Another point, which has to be considered when working with isolated crypts, is that in contrast to conventional intestinal cell cultures, the crypt cells are not homogenous. Beside the existence of several cell types, e.g. enteroendocrine cells, columnar epithelial cells or goblet cells, there are even gradients in the cells in which we are mostly interested, i.e. the columnar epithelial cells. Here, the young proliferating cells are located at the fundus region of the crypt. They migrate during several days to the colonic lumen and thereby differentiate into mature surface cells, which are finally lost by apoptosis (19). During this procedure, the cells also change their electrical properties, e.g. they undergo a continuous decrease in basal membrane potential (4).
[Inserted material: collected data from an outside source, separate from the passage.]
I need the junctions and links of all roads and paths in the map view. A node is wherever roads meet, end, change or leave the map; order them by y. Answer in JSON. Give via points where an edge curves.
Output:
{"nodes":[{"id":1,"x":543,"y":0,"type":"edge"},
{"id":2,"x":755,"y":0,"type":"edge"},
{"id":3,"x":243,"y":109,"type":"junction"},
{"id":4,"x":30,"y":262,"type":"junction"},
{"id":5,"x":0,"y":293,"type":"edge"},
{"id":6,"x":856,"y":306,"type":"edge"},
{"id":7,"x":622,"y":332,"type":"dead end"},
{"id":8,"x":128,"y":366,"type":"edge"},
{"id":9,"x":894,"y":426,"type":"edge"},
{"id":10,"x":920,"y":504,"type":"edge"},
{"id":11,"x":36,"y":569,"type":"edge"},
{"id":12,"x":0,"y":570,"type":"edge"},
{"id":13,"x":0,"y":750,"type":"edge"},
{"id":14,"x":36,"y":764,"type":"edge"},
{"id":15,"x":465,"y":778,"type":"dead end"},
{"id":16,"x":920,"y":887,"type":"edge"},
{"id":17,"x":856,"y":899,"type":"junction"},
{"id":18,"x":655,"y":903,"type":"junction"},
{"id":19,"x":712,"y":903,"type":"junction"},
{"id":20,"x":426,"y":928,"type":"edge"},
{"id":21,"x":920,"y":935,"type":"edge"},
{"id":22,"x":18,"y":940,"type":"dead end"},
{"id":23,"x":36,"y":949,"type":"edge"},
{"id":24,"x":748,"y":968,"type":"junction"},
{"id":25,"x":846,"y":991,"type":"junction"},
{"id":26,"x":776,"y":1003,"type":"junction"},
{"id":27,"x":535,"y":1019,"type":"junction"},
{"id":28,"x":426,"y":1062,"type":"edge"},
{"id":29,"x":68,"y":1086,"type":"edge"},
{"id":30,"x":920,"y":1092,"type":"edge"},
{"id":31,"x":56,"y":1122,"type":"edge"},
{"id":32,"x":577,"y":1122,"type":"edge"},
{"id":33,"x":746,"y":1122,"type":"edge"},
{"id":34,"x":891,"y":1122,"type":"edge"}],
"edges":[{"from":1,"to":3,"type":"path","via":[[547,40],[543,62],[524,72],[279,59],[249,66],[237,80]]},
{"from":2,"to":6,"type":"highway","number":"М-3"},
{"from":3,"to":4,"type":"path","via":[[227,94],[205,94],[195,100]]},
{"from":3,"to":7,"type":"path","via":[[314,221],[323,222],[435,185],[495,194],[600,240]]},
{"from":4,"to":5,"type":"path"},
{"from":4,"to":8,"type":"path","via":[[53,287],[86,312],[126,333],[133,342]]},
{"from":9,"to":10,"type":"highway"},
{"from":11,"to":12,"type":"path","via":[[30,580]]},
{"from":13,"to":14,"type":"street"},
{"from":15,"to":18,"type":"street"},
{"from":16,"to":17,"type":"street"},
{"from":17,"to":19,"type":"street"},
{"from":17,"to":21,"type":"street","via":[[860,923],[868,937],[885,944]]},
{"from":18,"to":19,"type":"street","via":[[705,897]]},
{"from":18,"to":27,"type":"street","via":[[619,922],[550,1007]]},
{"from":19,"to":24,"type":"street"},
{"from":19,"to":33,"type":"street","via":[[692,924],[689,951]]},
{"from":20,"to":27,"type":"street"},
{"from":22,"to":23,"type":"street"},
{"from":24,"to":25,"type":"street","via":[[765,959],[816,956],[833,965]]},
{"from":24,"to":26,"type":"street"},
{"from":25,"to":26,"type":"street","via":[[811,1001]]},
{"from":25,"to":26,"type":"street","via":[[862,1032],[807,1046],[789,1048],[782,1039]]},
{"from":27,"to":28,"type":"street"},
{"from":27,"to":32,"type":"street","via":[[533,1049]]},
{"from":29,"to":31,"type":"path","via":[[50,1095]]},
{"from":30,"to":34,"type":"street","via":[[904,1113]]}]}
Thus, for all electrical recordings the location of the patched cell along the crypt axis has to be considered. We routinely divide the crypt into 3 parts in order to classify the location of a cell in the fundus region, the middle third and the upper third.

Fura-2

In contrast to patch clamp recording, measurements with fluorescence dyes are technically easier to perform with colonic crypts. The crypt cells usually load quite well with the Ca2+ sensitive fluorescent dye fura-2, applied as acetoxymethylester (fura-2/AM). The protocol used can also be easily transferred e.g. for a pH sensitive dye such as BCECF (20). Usual technical problems can be an inadequate fixation of the crypt, e.g. if the poly-L-lysine is too old. We therefore only use an opened batch of poly-L-lysine for up to 1 month.